No estudo técnico realizado pelo TCE-PR, os municípios da microrregião Oeste apontados como inviáveis por não terem condições econômicas próprias de se sustentar foram Entre Rios do Oeste, Quatro Pontes e Pato Bragado, todos emancipados de Marechal Cândido Rondon.
Contudo, pelo último censo demográfico do Instituto Brasileiro de Geografia e Estatística (IBGE) ter sido realizado em 2010 e ter servido de base para o estudo, as três cidades apresentam aumento da população.
Pato Bragado, por exemplo, estaria fora da lista, pois passou dos 4.822 habitantes para 5.369 estimados em 2016 pelo órgão. Entre Rios do Oeste e Quatro Pontes, entretanto, ainda não alcançaram a marca dos cinco mil. A estimativa do IBGE é de que o município quatro-pontense tenha hoje 4.014 pessoas, 211 a mais do que em 2010, e Entre Rios passou de 3.926 para 4.357 habitantes. Entre Rios do Oeste tem mais de cinco mil habitantes, mas os números do IBGE não mostram isso. Nós, gestores, que estamos entrando agora no segundo mandato, conhecemos o município de Norte a Sul e de Leste a Oeste e o número de casas do município, na sede e no interior, mostra que o censo é furado.

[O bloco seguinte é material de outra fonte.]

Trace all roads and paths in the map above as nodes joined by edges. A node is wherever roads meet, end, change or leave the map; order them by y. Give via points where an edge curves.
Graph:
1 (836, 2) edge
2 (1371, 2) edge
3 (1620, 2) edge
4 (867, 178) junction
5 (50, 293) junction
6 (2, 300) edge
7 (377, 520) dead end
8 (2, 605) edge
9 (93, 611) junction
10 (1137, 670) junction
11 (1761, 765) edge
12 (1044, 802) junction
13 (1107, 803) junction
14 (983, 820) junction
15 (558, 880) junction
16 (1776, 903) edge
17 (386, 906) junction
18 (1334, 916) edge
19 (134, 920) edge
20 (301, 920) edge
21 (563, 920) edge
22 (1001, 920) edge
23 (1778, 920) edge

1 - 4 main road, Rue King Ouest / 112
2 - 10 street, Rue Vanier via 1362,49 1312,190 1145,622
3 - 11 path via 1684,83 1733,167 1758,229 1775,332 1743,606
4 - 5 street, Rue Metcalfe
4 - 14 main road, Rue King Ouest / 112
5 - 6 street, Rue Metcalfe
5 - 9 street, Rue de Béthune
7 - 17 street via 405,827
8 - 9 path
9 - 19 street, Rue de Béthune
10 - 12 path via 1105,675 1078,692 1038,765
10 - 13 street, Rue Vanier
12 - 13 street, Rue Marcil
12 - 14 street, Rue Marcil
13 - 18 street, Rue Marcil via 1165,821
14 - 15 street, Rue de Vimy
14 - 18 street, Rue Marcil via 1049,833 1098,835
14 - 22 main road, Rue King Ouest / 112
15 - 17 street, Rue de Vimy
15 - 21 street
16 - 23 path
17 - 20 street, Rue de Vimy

Por mais que contestem a minha afirmação, eu digo isso com segurança, afirma o prefeito de Entre Rios, Jones Heiden.
Para o dirigente municipal, não somente na cidade, como em outras do Oeste, os prefeitos tiveram muita responsabilidade para tomar decisões que impactam na vida da população, por isso, conseguem manter índices que surpreendem. Nós conseguimos cuidar muito bem da saúde, o feijão com arroz nós estamos fazendo, ou seja, apesar de realizarmos apenas a assistência básica, conseguimos atender a todos com qualidade, destaca. Na educação, temos o Ideb das escolas municipais com a média melhor que a brasileira e a infraestrutura tanto na cidade quanto no interior, apesar de eu ser suspeito em dizer, é uma das melhores da região, complementa.
Mesmo afirmando que reconhece a existência de municípios que não possuem os mesmos resultados positivos no Brasil e no Paraná, para Heiden a solução não está na fusão das cidades de pequeno porte. Deveria ser estudada a particularidade de cada um desses municípios, verificar se é problema de gestão ou mau uso do dinheiro e a partir daí encontrar soluções para cada um deles, pontua.

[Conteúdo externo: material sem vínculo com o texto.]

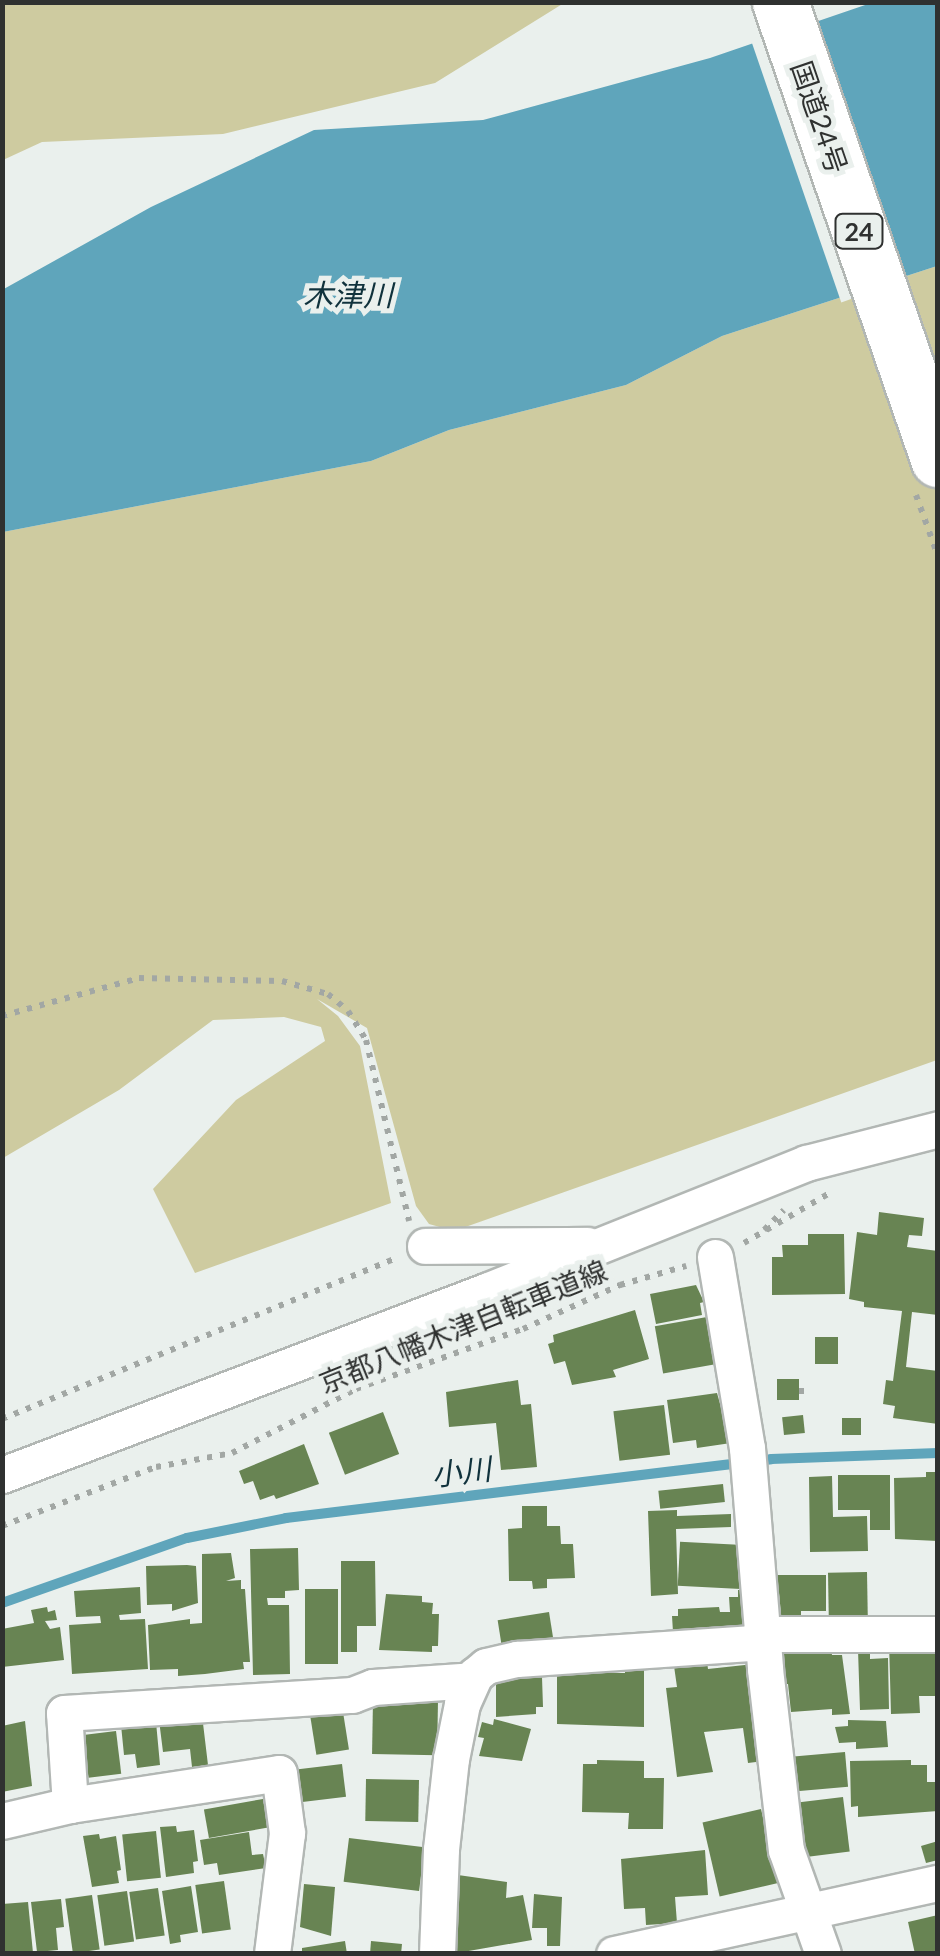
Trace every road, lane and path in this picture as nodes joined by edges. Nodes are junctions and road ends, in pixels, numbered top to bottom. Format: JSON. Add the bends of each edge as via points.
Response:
{"nodes":[{"id":1,"x":780,"y":2,"type":"edge"},
{"id":2,"x":938,"y":459,"type":"edge"},
{"id":3,"x":2,"y":1016,"type":"edge"},
{"id":4,"x":938,"y":1129,"type":"edge"},
{"id":5,"x":844,"y":1184,"type":"dead end"},
{"id":6,"x":603,"y":1245,"type":"junction"},
{"id":7,"x":426,"y":1246,"type":"junction"},
{"id":8,"x":715,"y":1257,"type":"junction"},
{"id":9,"x":799,"y":1391,"type":"dead end"},
{"id":10,"x":812,"y":1391,"type":"dead end"},
{"id":11,"x":2,"y":1419,"type":"edge"},
{"id":12,"x":2,"y":1475,"type":"edge"},
{"id":13,"x":2,"y":1526,"type":"edge"},
{"id":14,"x":938,"y":1634,"type":"edge"},
{"id":15,"x":764,"y":1639,"type":"junction"},
{"id":16,"x":472,"y":1680,"type":"junction"},
{"id":17,"x":70,"y":1805,"type":"junction"},
{"id":18,"x":2,"y":1821,"type":"edge"},
{"id":19,"x":938,"y":1883,"type":"edge"},
{"id":20,"x":806,"y":1914,"type":"junction"},
{"id":21,"x":272,"y":1954,"type":"edge"},
{"id":22,"x":436,"y":1954,"type":"edge"},
{"id":23,"x":614,"y":1954,"type":"edge"},
{"id":24,"x":823,"y":1954,"type":"edge"}],
"edges":[{"from":1,"to":2,"type":"highway","name":"国道24号","number":"24"},
{"from":3,"to":7,"type":"path","via":[[139,978],[282,981],[328,994],[366,1040],[409,1223]]},
{"from":4,"to":6,"type":"street","via":[[806,1163]]},
{"from":5,"to":8,"type":"path","name":"京都八幡木津自転車道線"},
{"from":6,"to":7,"type":"street"},
{"from":6,"to":12,"type":"street"},
{"from":7,"to":11,"type":"path"},
{"from":8,"to":13,"type":"path","name":"京都八幡木津自転車道線","via":[[620,1285],[523,1329],[356,1389],[232,1453],[156,1467]]},
{"from":8,"to":15,"type":"street","via":[[746,1448]]},
{"from":9,"to":10,"type":"path"},
{"from":14,"to":15,"type":"street"},
{"from":15,"to":16,"type":"street","via":[[517,1658],[486,1666]]},
{"from":15,"to":20,"type":"street","via":[[786,1850]]},
{"from":16,"to":17,"type":"street","via":[[373,1687],[352,1695],[64,1713]]},
{"from":16,"to":22,"type":"street","via":[[452,1758]]},
{"from":17,"to":18,"type":"street"},
{"from":17,"to":21,"type":"street","via":[[279,1773],[287,1833]]},
{"from":19,"to":20,"type":"street"},
{"from":20,"to":23,"type":"street"},
{"from":20,"to":24,"type":"street"}]}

A opinião é compartilhada pelo vice-prefeito de Quatro Pontes, Tiago Hansel. Segundo ele, a hipótese de fusão dos municípios considerados inviáveis pelos TCE-PR deveria ser descartada, pois para o município a realidade é outra. Temos uma arrecadação muito boa pelo braço forte do agronegócio. Ao meu ver o problema seria maior se a fusão acontecesse, pois cinco mil pessoas passariam a fazer parte de outro município. Além das questões econômicas, haveria um choque cultural e de tradições que também está envolvido nisso, aponta.

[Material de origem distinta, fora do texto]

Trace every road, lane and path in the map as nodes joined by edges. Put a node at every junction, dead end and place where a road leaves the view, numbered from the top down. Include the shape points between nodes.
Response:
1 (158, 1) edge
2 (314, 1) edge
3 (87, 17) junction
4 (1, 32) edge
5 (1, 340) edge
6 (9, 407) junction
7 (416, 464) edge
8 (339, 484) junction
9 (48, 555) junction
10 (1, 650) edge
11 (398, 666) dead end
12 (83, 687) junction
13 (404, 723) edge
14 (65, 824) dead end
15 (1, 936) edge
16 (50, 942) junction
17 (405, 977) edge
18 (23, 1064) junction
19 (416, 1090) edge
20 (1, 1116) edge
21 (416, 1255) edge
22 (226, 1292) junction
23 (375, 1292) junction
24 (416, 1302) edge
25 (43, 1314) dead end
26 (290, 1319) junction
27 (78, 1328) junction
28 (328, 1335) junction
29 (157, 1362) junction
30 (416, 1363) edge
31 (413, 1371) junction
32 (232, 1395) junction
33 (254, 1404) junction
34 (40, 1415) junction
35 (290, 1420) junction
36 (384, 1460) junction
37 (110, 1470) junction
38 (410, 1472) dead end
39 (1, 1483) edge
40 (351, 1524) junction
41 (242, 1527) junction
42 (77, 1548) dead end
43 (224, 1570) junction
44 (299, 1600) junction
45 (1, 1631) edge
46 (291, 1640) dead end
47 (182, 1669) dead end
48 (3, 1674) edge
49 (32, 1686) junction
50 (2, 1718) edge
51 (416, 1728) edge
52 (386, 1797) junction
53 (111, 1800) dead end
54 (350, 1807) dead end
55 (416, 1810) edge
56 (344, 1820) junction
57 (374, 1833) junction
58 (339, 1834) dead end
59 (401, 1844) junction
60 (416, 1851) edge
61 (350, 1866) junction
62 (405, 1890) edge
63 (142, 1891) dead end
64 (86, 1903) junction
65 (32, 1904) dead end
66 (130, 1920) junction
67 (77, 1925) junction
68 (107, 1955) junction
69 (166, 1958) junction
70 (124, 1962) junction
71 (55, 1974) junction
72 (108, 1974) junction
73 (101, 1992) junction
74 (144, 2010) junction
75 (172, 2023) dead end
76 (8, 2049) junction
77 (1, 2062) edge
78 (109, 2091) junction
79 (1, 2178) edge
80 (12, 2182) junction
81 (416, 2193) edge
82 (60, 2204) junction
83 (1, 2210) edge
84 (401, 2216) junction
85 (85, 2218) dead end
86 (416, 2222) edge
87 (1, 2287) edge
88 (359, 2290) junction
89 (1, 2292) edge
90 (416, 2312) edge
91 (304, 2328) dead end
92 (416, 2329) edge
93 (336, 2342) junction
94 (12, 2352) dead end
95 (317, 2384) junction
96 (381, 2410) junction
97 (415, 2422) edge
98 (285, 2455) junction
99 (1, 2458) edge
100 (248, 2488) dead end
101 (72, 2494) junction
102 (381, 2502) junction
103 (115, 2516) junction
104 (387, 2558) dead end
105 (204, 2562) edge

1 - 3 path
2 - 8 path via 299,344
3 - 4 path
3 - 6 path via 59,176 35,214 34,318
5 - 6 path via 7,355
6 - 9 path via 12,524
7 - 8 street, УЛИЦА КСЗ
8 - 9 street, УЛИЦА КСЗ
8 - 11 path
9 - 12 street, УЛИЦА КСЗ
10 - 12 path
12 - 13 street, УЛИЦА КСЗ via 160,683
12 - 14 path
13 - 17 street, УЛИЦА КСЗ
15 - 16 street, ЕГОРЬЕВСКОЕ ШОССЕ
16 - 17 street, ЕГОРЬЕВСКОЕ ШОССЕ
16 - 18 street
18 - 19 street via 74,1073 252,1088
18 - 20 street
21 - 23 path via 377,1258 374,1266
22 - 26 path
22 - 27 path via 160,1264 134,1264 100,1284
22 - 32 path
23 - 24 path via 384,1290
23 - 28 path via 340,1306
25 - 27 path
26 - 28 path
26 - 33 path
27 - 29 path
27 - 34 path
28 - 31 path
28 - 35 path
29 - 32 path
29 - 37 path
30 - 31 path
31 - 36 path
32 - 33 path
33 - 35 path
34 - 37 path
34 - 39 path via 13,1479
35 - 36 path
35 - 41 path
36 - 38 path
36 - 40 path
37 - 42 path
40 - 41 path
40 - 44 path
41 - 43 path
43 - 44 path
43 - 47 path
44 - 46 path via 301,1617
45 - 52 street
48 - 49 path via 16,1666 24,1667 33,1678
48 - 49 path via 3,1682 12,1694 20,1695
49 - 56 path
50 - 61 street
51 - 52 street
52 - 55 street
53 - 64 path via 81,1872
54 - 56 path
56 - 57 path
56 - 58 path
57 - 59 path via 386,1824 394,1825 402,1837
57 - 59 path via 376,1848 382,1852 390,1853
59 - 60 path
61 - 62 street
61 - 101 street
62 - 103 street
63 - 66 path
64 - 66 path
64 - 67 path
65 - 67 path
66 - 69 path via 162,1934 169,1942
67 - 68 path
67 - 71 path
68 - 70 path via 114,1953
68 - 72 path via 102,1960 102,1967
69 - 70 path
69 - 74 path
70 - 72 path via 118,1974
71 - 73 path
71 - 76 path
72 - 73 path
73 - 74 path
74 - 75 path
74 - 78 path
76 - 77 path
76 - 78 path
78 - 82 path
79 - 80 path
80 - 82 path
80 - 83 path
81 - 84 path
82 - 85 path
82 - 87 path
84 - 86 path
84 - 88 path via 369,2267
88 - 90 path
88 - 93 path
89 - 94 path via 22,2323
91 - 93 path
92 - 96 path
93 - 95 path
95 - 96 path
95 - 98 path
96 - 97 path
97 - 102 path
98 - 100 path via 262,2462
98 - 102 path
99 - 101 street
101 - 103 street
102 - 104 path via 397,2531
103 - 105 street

De acordo com Hansel, os pequenos municípios da região Oeste são muito mais autossustentáveis do que cidades maiores, especialmente pela agricultura, tendo total condições de se manter economicamente ativos. Para cidades com outra realidade, talvez essa seja uma opção, mas para Quatro Pontes isso está descartado porque temos setores como a indústria e a agricultura que sustentam o município, finaliza.